Problems in prescribing drugs for children were highlighted by research published in the BMJ last week (2006;332:1183) which shows that children with HIV in the UK and Ireland have been underdosed with antiretrovirals for the past nine years.

The UK and Irish collaborative HIV paediatric study (CHIPS) looked at data from 934 children diagnosed with HIV between 1997 and 2005, 615 of whom were prescribed antiretrovirals. The researchers compared the total daily dose of antiretrovirals with the current recommended daily dose during three periods: 1997–99, the first period in which effective treatment became available for children; 2000–02, after results of paediatric pharmacokinetic studies and European guidelines were published; and 2003–05. The researchers found that the proportion of time that drugs were prescribed at less than 90 per cent of the current recommended dose varied between 6 per cent and 62 per cent.

“Some antiretrovirals were dosed suboptimally because of inadequate pharmacokinetic data at licensing, other underdosing seems attributable to confusing and inconsistent dosage strategies or to failure to respond to growth, especially at the extremes of weight bands,” say the researchers. Limitations in formulation and the slow uptake of new dosing information that emerged after licensing also contributed to underdosing.

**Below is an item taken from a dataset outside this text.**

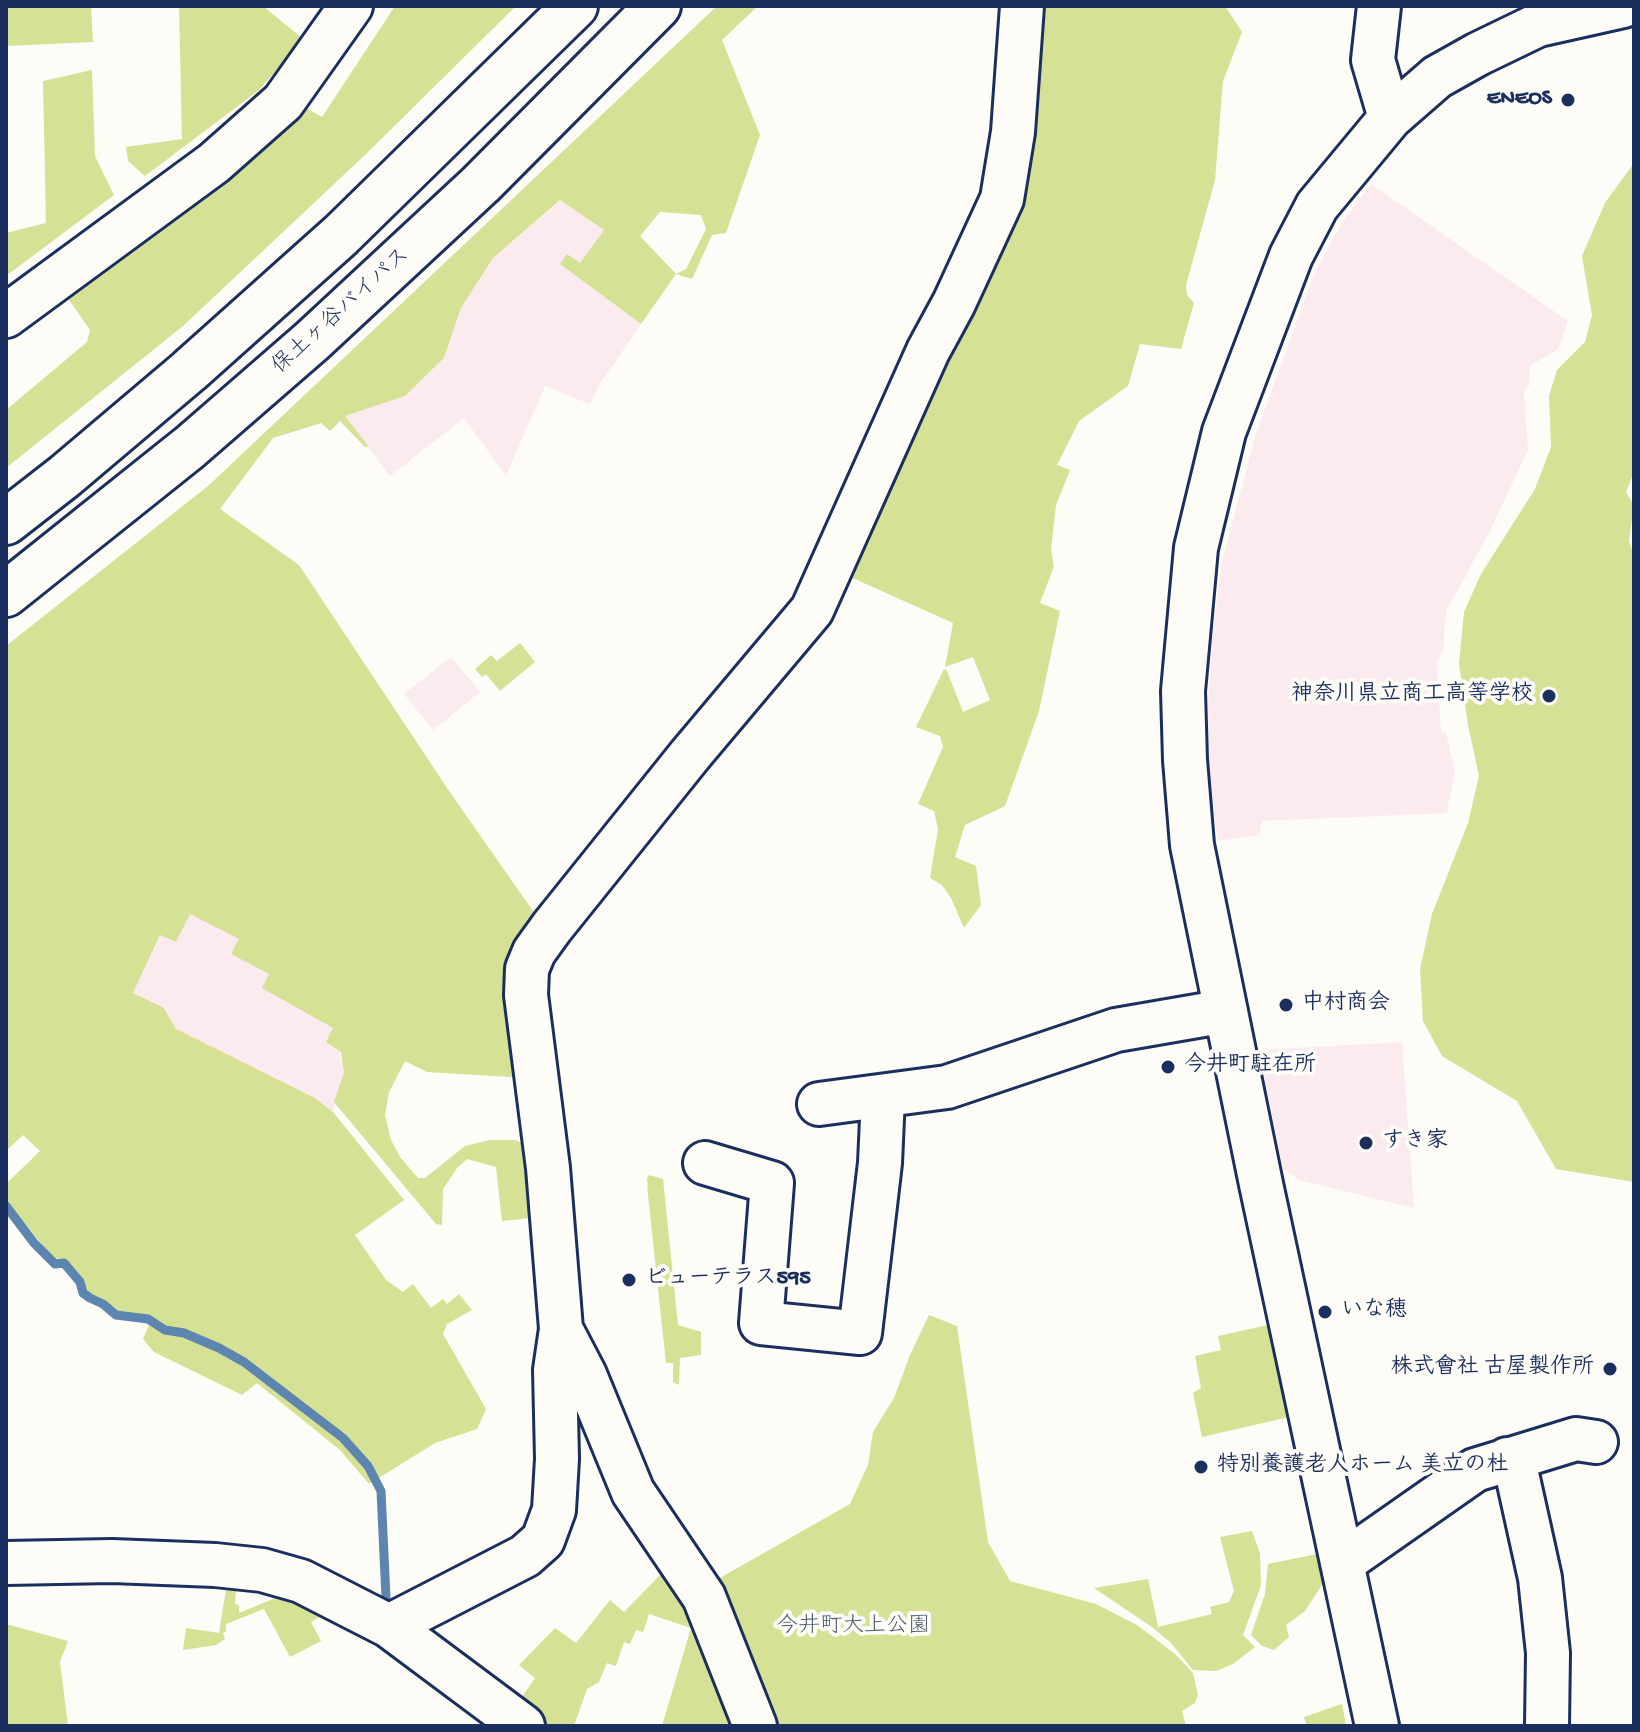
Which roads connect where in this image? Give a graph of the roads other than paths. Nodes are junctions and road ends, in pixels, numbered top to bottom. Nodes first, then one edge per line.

The researchers believe that expert guidelines stating alternative dosage strategies (by weight or surface area) for the same drug lead to inconsistent dosing and undermine the quality of paediatric prescribing. They say that these issues apply to prescribing for children in general, particularly for other chronic diseases that need long-term medication.

Dinesh Mehta, executive editor of the British National Formulary, commented: “We agree that doses for children need to be calculated with care and that a rational basis should be applied. However, a one-size-fits-all approach might not be appropriate for calculating doses across the whole spectrum of paediatrics.

“Ultimately doses should be about achieving the best balance between safety and efficacy, but secondary considerations such as convenience, compliance and available formulations also play a part. A further consideration is established practice — if particular dosage regimens have been shown to work and have become established, it is not appropriate to change these just to conform to a new (and possibly untested) paradigm for doses.

“For many drugs, with wide safety margins, it is convenient (and safe) to base doses on the age of the child; in such cases the prescriber will be able to make allowances for the child whose size is significantly outside the norm.”